Workflow: Drafting a CKD Follow-Up Letter to the GP
A step-by-step guide to using an AI tool to produce a clear, complete GP clinic letter after a chronic kidney disease follow-up appointment.
CKD follow-up clinic letters to GPs need to communicate the current clinical picture clearly, specify what monitoring the GP should arrange, and flag any changes in management. This workflow produces a structured, professional draft from your clinical bullet points.
Write your clinical bullet points before opening the tool
Prepare: the reason for attendance, relevant clinical history, current CKD stage and trend, blood pressure control, relevant comorbidities, investigations reviewed, any management changes, and the plan. Having these ready before opening the tool makes the session faster. Note any specific actions you are asking the GP to take.
Open the tool and set the letter format
Open your AI tool and start a fresh conversation. Type: "You are helping a nephrologist draft an outpatient clinic letter to a GP following a CKD follow-up appointment. I will provide clinical bullet points. Produce a professional letter with these headings: Reason for Attendance, Clinical Assessment, Investigations, Impression, Management Plan, Actions for GP. Use professional medical language. Do not include specific lab values or drug doses — I will add those."
Provide your clinical bullet points
Paste your notes. The tool will produce a structured draft letter.

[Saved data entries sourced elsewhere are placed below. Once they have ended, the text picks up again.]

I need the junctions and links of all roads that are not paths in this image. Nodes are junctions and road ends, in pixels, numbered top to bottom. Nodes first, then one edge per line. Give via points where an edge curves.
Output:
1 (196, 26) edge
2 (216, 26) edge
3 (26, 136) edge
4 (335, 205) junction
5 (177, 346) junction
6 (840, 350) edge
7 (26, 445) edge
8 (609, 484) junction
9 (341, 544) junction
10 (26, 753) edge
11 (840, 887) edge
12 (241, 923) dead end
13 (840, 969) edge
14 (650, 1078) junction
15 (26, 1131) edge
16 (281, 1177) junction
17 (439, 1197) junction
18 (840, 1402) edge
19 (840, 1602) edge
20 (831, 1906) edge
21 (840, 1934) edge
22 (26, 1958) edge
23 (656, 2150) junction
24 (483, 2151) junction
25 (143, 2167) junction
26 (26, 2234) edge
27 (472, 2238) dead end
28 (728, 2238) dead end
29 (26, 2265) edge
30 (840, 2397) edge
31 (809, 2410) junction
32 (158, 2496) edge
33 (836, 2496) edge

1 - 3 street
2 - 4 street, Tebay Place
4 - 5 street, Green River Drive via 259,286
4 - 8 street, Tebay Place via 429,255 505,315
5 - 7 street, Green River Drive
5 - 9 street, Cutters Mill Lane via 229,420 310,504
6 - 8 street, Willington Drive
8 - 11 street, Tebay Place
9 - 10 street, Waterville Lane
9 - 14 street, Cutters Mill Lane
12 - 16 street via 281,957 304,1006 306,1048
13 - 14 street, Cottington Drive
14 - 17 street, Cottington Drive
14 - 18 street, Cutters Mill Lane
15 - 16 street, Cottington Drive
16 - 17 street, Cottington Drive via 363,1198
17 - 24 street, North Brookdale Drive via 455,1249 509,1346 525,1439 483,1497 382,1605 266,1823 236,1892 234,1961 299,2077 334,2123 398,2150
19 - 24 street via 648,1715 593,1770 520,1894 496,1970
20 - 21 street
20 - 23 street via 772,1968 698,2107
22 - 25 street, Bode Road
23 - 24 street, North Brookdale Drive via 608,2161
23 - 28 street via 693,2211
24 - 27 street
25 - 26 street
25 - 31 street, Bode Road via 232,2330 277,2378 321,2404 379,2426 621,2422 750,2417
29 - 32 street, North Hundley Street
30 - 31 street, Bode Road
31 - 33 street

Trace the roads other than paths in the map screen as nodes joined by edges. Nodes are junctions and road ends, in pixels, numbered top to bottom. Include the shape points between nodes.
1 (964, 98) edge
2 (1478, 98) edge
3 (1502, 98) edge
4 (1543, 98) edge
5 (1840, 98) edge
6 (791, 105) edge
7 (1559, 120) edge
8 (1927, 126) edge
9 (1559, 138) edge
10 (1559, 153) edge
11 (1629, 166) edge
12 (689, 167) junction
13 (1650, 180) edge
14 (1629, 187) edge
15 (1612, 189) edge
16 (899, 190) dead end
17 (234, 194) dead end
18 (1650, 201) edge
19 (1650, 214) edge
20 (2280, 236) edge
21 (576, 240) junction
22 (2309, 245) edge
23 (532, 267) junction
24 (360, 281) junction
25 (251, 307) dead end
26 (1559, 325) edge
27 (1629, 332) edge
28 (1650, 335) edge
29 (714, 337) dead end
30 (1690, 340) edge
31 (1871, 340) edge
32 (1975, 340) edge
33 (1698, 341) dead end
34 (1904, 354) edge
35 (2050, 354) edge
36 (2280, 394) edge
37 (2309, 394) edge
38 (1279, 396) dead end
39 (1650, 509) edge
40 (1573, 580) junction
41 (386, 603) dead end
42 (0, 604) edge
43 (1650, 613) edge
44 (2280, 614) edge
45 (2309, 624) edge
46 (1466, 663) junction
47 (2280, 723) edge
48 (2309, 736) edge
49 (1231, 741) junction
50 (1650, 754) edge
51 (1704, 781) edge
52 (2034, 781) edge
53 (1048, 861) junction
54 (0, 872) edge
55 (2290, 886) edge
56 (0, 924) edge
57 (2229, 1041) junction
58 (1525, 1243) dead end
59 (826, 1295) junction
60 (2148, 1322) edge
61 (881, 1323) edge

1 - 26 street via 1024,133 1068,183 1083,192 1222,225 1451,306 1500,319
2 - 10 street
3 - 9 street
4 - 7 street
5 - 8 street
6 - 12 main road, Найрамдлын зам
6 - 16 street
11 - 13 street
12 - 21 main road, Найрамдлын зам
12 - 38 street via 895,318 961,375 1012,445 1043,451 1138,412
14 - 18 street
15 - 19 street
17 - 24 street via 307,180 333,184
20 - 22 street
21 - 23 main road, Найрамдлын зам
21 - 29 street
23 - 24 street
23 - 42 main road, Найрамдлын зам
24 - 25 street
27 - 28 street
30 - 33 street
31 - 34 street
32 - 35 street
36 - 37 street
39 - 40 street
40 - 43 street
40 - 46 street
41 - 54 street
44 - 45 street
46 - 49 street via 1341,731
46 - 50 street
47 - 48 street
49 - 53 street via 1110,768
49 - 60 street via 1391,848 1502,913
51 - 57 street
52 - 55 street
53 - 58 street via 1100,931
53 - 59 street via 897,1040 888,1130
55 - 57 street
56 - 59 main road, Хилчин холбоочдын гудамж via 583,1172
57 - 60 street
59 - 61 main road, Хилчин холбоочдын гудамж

Review the Actions for GP section first
The most important section for the GP is the actions list. Read it first. Is it specific? Does it say what to check, when to check it, and what to do with the result? "Please arrange renal function monitoring" is too vague. "Please arrange urea, creatinine, electrolytes, and eGFR in 3 months and refer back to nephrology if eGFR falls by more than 5 from this baseline" is specific and actionable. Rewrite any action that is vague.
Add specific lab values and medication details
Copy the draft into your clinical system. Add: specific eGFR and creatinine values from the clinic letter, current medications and any changes, the specific monitoring intervals, and any thresholds for re-referral. None of these came from the tool — they come from your clinical records.
Check the CKD staging and trend language
Read the impression section. Does the staging description match your clinical classification? Is the trend description (stable, gradual decline, rapid decline) accurate? The tool will use the language you provide — but check that what the letter says about progression matches your clinical assessment.
Review for nephrotoxin and medication safety messaging
If you want the GP letter to include a reminder about nephrotoxin avoidance — non-steroidal anti-inflammatory drugs (NSAIDs), iodinated contrast, certain antibiotics — check whether the draft includes this and whether it is framed appropriately. If it is not there, add it yourself. This is a key safety message for CKD patients in primary care.
What this means for you
A GP who receives a clear, specific CKD clinic letter knows what monitoring to arrange, what medications to continue, and when to refer back. They do not need to chase you for clarification. They do not request monitoring you have already arranged. The clarity of the letter directly affects the quality of the patient's primary care management between nephrology appointments.
When not to use this workflow
For patients at CKD Stage 4 or 5, or those with rapidly progressing disease, the clinic letter may need to address more complex clinical questions — preparation for renal replacement therapy, timing of fistula formation, or conservative management discussion. In these cases, the letter requires more careful individual writing. Use the tool for structural help only, and write the key clinical sections yourself.
Remember: AI is a helpful assistant, not a clinician. You make the call.